_EXERCISE PROMPT_:
All lines in the material containing the word "Pisana" need to be copied.

_SUPPLIED DATA_:
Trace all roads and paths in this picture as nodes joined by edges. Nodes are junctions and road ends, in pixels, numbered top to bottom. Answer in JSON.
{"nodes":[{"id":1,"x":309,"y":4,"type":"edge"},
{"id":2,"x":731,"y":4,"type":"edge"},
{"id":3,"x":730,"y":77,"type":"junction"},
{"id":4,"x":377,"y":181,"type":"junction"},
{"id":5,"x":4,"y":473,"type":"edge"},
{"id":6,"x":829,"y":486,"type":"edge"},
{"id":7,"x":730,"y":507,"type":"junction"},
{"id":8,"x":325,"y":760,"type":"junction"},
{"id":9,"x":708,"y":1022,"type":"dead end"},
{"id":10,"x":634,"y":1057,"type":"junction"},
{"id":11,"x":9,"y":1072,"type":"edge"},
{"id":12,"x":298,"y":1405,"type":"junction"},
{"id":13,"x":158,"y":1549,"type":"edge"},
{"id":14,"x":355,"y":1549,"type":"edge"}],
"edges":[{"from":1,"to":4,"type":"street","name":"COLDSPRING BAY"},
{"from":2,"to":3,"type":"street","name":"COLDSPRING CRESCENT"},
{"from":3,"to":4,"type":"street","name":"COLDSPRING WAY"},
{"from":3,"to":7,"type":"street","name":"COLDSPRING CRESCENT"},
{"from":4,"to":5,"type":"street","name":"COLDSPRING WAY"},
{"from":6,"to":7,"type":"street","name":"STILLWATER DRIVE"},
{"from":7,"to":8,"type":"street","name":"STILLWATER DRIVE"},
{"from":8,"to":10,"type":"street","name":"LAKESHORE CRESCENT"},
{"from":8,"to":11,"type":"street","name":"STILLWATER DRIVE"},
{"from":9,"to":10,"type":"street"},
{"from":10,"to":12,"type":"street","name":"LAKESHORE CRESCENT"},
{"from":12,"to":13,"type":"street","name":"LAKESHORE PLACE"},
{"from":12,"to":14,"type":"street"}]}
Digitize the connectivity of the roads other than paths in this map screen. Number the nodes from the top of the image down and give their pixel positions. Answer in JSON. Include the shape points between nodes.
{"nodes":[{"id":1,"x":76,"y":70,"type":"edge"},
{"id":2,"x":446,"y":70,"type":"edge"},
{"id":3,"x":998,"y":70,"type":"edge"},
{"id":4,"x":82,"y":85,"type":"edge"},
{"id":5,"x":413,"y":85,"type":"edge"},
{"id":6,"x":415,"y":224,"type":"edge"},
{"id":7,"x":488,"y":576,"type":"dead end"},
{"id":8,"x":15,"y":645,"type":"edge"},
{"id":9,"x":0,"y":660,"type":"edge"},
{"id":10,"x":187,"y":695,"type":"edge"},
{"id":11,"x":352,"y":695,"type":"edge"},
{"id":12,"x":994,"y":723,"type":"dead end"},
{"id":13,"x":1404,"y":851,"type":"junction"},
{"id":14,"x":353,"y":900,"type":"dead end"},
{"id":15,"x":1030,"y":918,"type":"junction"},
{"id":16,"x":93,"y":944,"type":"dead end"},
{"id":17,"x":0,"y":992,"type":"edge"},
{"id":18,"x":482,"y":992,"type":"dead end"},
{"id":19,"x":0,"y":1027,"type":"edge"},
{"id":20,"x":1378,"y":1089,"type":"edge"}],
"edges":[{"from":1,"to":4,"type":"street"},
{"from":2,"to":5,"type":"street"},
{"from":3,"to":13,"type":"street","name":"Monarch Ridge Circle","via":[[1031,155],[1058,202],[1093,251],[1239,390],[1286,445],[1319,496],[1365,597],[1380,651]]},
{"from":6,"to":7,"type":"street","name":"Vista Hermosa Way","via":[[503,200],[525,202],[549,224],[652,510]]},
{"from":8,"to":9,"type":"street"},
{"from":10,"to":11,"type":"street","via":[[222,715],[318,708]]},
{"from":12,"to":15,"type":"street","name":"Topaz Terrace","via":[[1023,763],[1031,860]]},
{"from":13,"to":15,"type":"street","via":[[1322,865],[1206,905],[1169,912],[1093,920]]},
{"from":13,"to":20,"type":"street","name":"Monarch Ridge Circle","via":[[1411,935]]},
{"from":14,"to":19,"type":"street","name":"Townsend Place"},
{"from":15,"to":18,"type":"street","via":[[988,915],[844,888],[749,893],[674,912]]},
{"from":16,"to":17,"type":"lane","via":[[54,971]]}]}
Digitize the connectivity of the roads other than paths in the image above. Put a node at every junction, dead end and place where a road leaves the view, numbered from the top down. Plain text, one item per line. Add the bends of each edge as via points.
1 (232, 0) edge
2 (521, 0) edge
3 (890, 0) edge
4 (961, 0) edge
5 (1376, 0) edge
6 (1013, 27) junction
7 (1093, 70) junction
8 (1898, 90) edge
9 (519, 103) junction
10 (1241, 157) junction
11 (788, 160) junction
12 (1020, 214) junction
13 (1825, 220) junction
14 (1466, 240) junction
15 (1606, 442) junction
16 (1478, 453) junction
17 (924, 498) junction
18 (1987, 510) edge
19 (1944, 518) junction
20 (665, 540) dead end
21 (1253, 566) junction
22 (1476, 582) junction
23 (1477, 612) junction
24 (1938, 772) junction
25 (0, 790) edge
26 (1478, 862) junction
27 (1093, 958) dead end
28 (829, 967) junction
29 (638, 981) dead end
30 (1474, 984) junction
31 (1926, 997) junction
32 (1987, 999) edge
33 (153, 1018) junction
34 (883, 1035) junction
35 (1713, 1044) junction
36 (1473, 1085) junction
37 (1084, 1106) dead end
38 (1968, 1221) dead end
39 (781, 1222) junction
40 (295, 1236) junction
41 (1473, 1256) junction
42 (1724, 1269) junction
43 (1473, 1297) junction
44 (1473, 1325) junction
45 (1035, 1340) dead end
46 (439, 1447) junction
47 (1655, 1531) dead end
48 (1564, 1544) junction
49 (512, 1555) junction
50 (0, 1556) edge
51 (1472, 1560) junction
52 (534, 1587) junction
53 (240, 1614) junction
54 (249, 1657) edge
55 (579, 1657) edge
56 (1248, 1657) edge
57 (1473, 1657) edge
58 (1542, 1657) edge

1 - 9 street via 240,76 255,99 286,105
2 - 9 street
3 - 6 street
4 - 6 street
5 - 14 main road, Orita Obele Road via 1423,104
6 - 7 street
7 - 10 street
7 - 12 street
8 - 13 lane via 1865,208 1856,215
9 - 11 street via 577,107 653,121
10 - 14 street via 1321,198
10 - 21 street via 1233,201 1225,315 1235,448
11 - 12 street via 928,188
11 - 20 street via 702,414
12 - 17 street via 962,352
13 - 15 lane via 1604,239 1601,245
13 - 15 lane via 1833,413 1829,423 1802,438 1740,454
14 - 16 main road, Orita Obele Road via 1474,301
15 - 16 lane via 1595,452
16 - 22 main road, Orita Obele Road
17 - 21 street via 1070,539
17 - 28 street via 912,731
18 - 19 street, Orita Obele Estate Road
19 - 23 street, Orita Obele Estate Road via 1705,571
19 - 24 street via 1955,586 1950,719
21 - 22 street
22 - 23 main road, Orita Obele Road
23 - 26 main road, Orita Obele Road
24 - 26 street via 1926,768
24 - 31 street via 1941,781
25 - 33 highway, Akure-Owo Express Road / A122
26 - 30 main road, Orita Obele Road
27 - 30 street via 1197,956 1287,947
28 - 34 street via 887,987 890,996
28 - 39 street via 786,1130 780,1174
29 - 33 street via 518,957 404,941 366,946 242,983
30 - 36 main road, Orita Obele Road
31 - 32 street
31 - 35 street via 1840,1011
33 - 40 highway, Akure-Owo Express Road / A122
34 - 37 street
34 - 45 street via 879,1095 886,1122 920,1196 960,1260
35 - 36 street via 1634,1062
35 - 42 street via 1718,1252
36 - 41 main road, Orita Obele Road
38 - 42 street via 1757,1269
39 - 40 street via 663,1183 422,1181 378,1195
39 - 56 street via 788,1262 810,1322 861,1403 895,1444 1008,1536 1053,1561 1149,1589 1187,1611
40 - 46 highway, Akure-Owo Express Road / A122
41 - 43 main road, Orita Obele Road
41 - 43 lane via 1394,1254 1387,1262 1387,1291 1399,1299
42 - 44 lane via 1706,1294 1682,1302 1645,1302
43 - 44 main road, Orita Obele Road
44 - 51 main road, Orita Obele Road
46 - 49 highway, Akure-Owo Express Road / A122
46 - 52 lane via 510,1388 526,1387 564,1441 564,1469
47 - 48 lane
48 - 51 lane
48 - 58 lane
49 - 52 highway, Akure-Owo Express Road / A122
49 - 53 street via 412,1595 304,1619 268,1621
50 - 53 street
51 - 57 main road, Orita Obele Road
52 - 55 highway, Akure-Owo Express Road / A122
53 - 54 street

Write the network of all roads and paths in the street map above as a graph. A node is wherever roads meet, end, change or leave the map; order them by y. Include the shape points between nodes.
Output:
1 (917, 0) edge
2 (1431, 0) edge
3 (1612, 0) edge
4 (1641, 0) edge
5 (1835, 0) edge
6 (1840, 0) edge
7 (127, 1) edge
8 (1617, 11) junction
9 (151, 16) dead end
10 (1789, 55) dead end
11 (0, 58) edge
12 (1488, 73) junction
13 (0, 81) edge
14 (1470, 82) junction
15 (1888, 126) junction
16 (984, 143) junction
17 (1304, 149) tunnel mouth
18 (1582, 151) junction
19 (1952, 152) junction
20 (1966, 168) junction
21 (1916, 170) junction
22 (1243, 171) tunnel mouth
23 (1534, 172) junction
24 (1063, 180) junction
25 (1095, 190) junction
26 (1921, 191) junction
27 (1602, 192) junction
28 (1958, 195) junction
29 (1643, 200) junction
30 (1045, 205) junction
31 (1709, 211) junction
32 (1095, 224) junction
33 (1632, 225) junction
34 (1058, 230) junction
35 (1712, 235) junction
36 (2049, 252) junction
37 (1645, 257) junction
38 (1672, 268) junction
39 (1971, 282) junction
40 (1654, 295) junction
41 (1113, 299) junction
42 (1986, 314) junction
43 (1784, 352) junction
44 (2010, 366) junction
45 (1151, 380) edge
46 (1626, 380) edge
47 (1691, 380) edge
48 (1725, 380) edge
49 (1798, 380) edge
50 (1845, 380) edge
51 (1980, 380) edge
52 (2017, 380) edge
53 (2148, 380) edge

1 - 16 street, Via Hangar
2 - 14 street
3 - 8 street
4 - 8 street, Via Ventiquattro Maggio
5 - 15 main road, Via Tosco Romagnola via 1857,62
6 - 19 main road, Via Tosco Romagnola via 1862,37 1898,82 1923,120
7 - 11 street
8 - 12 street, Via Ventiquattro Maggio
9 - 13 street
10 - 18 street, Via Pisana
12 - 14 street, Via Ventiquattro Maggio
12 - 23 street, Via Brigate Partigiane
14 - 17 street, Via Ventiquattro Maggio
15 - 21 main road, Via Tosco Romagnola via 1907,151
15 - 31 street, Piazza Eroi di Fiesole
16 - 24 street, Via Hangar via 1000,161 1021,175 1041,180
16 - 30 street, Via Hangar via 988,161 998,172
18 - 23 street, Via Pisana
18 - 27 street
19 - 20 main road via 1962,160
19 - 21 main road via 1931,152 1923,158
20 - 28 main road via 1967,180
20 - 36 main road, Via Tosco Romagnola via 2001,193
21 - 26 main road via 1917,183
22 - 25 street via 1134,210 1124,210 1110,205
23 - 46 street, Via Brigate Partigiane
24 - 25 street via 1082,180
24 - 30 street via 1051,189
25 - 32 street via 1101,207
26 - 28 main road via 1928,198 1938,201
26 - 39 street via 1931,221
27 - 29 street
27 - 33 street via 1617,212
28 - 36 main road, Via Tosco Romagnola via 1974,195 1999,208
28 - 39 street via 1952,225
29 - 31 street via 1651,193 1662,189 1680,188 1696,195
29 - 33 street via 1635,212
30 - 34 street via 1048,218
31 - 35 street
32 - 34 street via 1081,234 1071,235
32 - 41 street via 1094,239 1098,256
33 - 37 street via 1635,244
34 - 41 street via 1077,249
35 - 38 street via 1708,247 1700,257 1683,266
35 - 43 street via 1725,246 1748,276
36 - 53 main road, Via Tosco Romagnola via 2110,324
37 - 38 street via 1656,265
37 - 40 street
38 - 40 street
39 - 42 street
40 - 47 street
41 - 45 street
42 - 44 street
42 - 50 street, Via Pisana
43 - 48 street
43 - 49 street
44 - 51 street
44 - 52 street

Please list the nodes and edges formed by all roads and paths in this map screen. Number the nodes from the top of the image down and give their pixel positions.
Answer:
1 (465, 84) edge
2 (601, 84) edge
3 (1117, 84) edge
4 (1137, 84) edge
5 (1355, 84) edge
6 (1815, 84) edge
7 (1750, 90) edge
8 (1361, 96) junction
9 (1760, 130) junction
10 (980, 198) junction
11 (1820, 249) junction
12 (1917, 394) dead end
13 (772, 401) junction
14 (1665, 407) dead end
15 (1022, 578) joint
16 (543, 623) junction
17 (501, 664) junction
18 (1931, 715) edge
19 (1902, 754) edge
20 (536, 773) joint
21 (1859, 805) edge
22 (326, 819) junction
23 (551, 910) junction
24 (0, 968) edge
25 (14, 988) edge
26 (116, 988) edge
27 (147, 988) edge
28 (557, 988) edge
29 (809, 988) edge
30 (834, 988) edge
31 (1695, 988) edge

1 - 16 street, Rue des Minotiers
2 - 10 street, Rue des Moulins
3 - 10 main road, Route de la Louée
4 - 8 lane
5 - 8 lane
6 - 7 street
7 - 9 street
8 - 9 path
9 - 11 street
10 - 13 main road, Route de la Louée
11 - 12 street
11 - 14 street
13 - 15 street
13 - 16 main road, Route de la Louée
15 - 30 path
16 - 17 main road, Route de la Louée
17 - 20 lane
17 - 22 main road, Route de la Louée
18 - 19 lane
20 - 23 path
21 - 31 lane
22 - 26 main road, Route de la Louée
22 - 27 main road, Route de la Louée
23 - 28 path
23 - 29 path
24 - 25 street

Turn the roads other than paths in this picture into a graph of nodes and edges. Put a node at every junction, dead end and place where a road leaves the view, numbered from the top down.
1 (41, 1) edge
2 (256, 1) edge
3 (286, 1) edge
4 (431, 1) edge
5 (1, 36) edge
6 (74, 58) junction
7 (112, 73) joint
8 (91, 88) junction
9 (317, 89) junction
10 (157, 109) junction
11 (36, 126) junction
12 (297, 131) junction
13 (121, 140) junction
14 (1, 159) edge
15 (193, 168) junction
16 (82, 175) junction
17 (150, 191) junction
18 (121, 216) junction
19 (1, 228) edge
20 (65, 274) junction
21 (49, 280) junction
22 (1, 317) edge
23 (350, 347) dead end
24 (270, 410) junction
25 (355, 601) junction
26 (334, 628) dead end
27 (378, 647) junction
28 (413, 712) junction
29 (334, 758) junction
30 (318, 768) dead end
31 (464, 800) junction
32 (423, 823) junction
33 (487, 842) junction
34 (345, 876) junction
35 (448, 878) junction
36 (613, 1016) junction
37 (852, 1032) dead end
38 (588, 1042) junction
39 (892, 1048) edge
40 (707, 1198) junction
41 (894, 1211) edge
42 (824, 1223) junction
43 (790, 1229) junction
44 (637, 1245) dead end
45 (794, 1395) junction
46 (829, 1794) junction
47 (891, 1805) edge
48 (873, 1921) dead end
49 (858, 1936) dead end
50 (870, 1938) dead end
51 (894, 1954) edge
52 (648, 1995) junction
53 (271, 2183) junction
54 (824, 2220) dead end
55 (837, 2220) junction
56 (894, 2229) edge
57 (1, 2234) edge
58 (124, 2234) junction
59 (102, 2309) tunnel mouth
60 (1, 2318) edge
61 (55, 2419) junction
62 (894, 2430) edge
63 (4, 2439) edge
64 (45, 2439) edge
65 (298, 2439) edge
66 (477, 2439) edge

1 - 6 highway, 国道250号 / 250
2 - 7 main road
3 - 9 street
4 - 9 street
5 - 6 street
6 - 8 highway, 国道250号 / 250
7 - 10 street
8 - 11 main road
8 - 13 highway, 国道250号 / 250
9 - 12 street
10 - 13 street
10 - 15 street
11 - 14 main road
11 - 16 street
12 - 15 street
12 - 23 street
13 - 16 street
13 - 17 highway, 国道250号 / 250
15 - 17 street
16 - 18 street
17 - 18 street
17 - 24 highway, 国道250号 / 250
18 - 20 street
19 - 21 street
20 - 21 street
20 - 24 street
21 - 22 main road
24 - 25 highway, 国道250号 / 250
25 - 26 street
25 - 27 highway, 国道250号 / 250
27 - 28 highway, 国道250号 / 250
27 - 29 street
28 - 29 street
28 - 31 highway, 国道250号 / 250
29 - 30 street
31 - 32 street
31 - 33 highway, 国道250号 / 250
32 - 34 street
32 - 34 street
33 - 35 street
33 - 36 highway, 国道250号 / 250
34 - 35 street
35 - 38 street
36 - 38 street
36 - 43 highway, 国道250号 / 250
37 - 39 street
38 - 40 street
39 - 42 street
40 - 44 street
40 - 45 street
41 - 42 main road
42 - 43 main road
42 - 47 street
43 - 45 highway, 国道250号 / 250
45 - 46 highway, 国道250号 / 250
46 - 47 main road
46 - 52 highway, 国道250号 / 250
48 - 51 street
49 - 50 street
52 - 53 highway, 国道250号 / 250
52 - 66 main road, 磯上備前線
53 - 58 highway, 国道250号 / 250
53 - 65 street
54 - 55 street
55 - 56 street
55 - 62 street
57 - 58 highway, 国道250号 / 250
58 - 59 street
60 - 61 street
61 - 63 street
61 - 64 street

_TASK SOLUTION_:
10 - 18 street, Via Pisana
18 - 23 street, Via Pisana
42 - 50 street, Via Pisana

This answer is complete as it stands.